Art-World Collusion

Diana Brooks was at home on center stage in the tony world of high-priced art. As chief executive of Sotheby’s, she often conducted the biggest, highest-profile auctions — like the sale of Kennedy family treasures — herself. Brooks, the first woman to head a major auction house and one of the most powerful figures in the art world over the past decade, today took center stage in a far grittier place. The 50-year-old pleaded guilty to bilking hundreds of wealthy art patrons out of tens of millions of dollars.Admitting it had ripped off clients for years, the venerable Sotheby’s also pleaded guilty to fixing commission prices and fees with rival Christie’s.
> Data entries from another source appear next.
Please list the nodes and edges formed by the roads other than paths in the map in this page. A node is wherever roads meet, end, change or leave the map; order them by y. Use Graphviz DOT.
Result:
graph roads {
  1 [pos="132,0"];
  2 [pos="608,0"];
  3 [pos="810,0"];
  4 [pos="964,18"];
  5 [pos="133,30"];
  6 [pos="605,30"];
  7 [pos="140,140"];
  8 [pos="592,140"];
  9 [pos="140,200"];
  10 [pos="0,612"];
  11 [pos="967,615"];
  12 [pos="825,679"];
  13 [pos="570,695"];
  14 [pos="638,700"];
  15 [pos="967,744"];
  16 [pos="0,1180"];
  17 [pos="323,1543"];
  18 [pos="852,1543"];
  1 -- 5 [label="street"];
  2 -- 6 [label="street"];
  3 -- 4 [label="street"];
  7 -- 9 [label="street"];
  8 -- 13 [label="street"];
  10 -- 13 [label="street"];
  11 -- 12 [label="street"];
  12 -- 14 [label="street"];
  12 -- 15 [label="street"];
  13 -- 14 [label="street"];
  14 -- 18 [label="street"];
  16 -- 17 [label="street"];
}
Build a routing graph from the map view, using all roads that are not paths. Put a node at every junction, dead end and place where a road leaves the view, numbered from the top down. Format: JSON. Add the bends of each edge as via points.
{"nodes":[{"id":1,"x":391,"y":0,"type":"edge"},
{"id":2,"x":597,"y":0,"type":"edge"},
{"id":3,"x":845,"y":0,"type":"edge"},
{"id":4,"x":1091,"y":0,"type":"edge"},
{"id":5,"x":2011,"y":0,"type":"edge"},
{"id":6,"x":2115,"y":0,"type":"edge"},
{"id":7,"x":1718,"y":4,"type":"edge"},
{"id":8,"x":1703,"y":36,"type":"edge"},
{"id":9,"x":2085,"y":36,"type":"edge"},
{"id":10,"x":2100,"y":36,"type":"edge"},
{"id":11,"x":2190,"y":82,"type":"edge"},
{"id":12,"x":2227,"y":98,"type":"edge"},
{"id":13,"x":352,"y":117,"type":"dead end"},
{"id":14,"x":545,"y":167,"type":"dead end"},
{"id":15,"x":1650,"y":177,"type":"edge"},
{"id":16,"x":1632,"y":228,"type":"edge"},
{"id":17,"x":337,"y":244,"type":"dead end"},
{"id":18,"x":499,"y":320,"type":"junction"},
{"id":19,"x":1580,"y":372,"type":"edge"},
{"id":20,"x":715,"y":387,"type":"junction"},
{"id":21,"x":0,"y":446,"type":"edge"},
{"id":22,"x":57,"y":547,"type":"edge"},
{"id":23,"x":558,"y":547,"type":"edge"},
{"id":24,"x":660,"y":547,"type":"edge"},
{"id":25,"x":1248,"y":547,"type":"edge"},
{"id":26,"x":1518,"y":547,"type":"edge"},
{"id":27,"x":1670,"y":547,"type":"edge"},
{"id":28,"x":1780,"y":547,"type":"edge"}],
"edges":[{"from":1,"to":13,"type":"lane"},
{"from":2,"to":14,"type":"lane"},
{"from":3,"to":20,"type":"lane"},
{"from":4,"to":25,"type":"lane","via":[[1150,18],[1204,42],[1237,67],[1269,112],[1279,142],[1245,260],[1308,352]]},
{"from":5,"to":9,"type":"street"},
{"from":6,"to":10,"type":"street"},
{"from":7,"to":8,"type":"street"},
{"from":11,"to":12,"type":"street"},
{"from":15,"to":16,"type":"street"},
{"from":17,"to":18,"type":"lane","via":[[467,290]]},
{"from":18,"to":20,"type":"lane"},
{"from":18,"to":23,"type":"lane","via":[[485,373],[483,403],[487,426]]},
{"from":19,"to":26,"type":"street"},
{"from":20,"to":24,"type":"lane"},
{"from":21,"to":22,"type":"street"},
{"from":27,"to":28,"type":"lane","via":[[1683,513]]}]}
The pleas follow a three-year federal investigation of the auction houses. “Those charged engaged in classic cartel behavior,” said A. Douglas Melamed, acting U.S. assistant attorney general. He said it was “price-fixing, pure and simple.” The cartel consisted of auction houses that were archrivals for three centuries, but even archrivals, it seems, can find a common bond. Investigators say Sotheby’s and Christie’s collaborated to fix prices for both buyers and sellers of expensive art works. The two giants have agreed to pay more than $500 million in fines to settle civil lawsuits spawned by their actions. Brooks, who could go to prison for up to three years and will certainly pay a fine, will testify against Sotheby’s former chairman and her former boss, A. Alfred Taubman.